People use chainsaws to cut a rosewood tree in Siem Reap on Sunday for transportation. Apsara Authority
People use chainsaws to cut a rosewood tree in Siem Reap on Sunday for transportation. Apsara Authority

Questions raised over Apsara Authority's decision to fell tree

A 100-year-old rosewood tree felled by the Apsara Authority after it was found partially cut was impounded by the Forestry Administration in Siem Reap on Sunday, with a forestry official and an activist questioning the necessity of the move.

The Apsara Authority, which manages the Angkor Archaeological Park, said it cut down the 90-centimetre-thick tree after finding it partially sawn into by others.
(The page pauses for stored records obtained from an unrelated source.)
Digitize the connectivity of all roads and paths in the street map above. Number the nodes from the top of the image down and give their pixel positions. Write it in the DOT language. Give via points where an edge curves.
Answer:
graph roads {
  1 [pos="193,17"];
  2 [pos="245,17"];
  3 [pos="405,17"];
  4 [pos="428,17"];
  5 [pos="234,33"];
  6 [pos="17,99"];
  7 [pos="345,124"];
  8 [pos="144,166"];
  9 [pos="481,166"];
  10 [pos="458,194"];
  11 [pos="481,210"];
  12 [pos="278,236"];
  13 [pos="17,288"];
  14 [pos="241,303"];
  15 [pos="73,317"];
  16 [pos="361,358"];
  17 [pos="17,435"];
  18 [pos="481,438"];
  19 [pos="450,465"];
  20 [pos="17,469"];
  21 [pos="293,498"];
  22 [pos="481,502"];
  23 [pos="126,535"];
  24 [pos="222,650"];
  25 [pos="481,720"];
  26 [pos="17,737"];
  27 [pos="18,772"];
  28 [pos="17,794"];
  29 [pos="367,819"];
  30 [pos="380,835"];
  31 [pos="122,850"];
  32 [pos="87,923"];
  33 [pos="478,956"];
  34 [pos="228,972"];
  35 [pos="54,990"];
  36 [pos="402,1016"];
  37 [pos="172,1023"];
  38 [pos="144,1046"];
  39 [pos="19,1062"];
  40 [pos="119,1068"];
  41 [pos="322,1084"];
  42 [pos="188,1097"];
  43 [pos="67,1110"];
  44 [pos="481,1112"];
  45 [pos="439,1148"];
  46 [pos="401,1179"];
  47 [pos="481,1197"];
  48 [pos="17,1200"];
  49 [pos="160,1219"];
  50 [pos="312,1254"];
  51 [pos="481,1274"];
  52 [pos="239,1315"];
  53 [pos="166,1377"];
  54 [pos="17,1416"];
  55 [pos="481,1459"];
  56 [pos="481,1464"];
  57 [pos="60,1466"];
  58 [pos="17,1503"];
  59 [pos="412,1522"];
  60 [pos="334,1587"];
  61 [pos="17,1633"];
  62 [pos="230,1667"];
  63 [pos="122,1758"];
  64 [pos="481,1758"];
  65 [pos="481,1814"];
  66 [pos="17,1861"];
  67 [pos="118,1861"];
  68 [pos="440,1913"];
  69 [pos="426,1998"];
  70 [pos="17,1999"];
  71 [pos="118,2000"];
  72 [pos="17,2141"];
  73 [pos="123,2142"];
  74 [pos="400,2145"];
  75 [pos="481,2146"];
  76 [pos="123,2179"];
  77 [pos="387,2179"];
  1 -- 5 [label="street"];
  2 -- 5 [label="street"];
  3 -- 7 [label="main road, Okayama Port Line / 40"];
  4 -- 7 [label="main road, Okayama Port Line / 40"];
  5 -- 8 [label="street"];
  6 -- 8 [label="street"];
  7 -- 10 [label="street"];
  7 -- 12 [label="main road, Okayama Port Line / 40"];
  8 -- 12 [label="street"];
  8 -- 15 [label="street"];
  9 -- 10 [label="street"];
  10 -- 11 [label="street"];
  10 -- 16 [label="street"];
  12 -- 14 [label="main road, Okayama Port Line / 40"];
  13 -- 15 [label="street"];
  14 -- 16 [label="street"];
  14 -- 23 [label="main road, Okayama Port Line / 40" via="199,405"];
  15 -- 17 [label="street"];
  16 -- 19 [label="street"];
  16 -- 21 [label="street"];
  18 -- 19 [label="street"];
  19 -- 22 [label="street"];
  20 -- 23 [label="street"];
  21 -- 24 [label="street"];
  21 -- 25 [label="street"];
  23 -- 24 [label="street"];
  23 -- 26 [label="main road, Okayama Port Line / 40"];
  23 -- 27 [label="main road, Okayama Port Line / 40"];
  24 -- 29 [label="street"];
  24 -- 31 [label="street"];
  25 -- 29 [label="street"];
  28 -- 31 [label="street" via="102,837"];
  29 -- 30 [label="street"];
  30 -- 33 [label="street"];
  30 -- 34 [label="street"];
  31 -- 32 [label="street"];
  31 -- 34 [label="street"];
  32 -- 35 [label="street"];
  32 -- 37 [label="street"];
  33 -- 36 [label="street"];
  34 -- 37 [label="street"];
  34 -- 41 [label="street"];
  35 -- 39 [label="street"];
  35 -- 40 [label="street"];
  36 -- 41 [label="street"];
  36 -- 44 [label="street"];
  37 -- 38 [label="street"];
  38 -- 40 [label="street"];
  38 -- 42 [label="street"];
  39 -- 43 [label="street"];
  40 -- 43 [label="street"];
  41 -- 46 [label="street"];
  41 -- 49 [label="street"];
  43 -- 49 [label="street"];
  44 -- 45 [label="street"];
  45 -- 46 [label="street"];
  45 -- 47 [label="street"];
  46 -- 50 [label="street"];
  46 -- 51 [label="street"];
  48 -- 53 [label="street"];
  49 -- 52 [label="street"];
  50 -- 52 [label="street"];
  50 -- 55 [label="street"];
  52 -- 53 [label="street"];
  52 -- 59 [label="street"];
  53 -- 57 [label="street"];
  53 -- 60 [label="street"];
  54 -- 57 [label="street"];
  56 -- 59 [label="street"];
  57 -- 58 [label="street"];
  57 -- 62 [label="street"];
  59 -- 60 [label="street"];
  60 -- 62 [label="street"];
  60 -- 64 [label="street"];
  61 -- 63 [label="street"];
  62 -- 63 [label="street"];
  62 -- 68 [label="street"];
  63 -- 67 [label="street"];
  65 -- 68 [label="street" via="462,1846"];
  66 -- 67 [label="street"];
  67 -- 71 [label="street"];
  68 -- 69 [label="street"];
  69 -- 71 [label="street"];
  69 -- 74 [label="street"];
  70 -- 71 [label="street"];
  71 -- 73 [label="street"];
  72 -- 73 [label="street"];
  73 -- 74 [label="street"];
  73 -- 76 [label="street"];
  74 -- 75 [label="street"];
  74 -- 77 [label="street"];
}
On its Facebook page, the authority said it removed the tree to prevent it from falling on pedestrians and to ensure that illegal loggers did not succeed in taking the endangered and valuable wood.

However, Tea Kimsoth, director of the Siem Reap Forestry Administration, indicated that it wasn’t necessary to fell the tree, adding that his authorities confiscated the luxury log.

“Logging it was not right, because the cut was only 15 centimetres [deep],” Kimsoth said, adding that forestry officials would be investigating the identity of the individuals who cut into the tree in the first place. “If we find them, we will send them to jail,” the official said.

The tree was at the centre of a site of local worship, according to activist monk But Buntenh, who also said it should not have been cut down because the damage to its trunk was so minor.

“It is so funny for the authorities to say they are afraid criminals will take the timber. How can they steal the timber if the tree is standing?” Buntenh asked. “They should take measures to investigate and find the criminal, not to cut down a tree that people worship.”

He suggested authorities return the log so it can be turned into a statue of the Buddha.